Il governo che si appresta a nascere si troverà ad operare in una condizione economica e sociale di notevole difficoltà e in evidente peggioramento. Allo stesso tempo la situazione della finanza pubblica, soprattutto a causa dell’elevato livello del debito, limiteranno le possibilità di manovra entro confini molto stretti. Nella Nota di Aggiornamento dal Documento di Economia e Finanza (Nadef) di recente presentata dal Presidente del Consiglio dei ministri Mario Draghi e dal ministro dell’Economia e delle Finanze Daniele Franco sono state riviste al ribasso le stime di crescita del PIL per il prossimo anno.

La crescita del PIL per l’anno in corso è stata in realtà rivista al rialzo, dal 3,1% previsto nel Documento di Economia e Finanza (DEF) di aprile scorso al 3,3%. Gran parte di questa crescita è dovuta al buon andamento registrato nel primo semestre mentre la seconda metà dell’anno si prospetto decisamente meno favorevole di quanto anticipato nella scorsa primavera. Ad indebolire il quadro congiunturale concorrono una serie di circostanze sfavorevoli e tra loro collegate prima fra tutte l’impennata dei prezzi dell’energia e la conseguente ripresa dell’inflazione che da temporanea e confinata in specifici ambiti è andata estendendosi ai diversi settori dell’economia. Il rallentamento dell’economia osservato nella seconda metà dell’anno in corso ha conseguenze rilevanti sulle previsioni di crescita del 2023. Rispetto alle stime contenute nel DEF la previsione per il 2023 passa dal 2,4% allo 0,6%.

Una riduzione che equivale ad una brusca frenata. E che potrebbe rivelarsi ottimistica. La scorsa settimana il Fondo Monetario Internazionale e la Banca Mondiale hanno prospettato uno scenario di recessione che porterebbe l’economia italiana verso la stagnazione o con un segno meno nell’andamento del PIL reale. Il Nadef continua a mantenere stima di crescita positive per il 2024 e il 2025: rispettivamente +1,8% e +1,5%. Alla luce delle tendenze recenti appare dubbia la possibilità di conseguire questi risultati, anche se bisogna considerare che la situazione di grande incertezza che caratterizza l’evoluzione dell’economia rende estremamente difficili e aleatorie le stime degli andamenti macroeconomici a medio termine.

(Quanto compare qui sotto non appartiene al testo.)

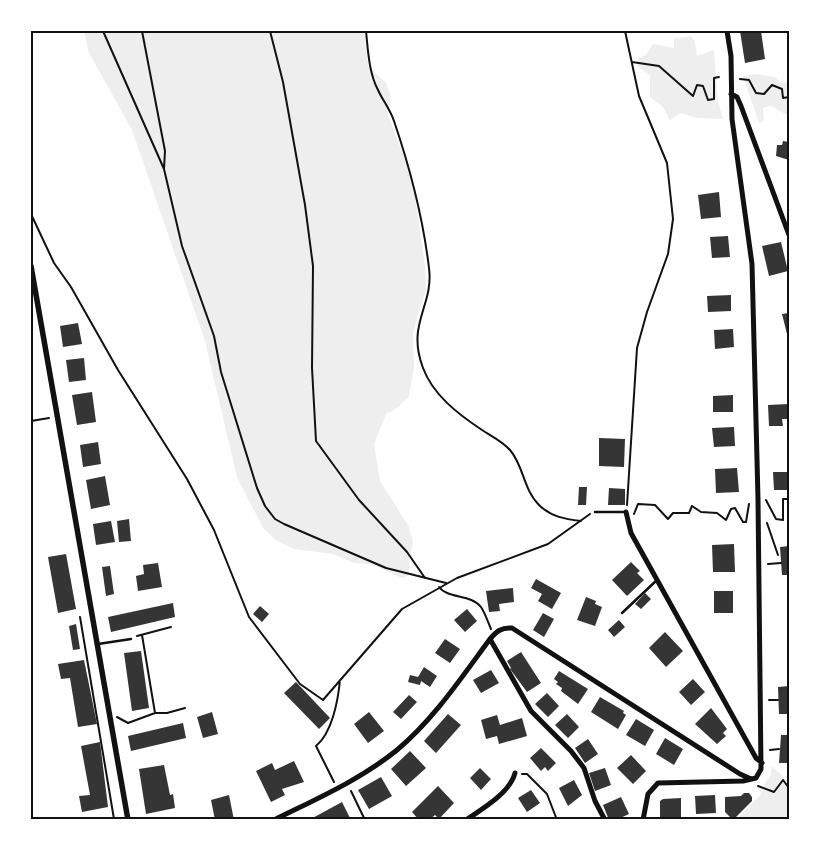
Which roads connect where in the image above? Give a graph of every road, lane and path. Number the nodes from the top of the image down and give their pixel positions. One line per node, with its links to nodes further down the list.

Paradossalmente, al peggioramento nell’andamento del PIL reale corrispondono segnali non del tutto negativi per la finanza pubblica. Il rialzo dell’inflazione oltre il target del 2% indicato dalla Banca Centrale Europea ha determinato un rialzo dei tassi di interesse che sono probabilmente destinati a subire ulteriori aumenti. E’ una bruttissima notizia per lo stato italiano che ha un debito fra i più elevati a livello mondiale: secondo il Nadef la spesa per interessi aumenterà al 4% del PIL nel 2023.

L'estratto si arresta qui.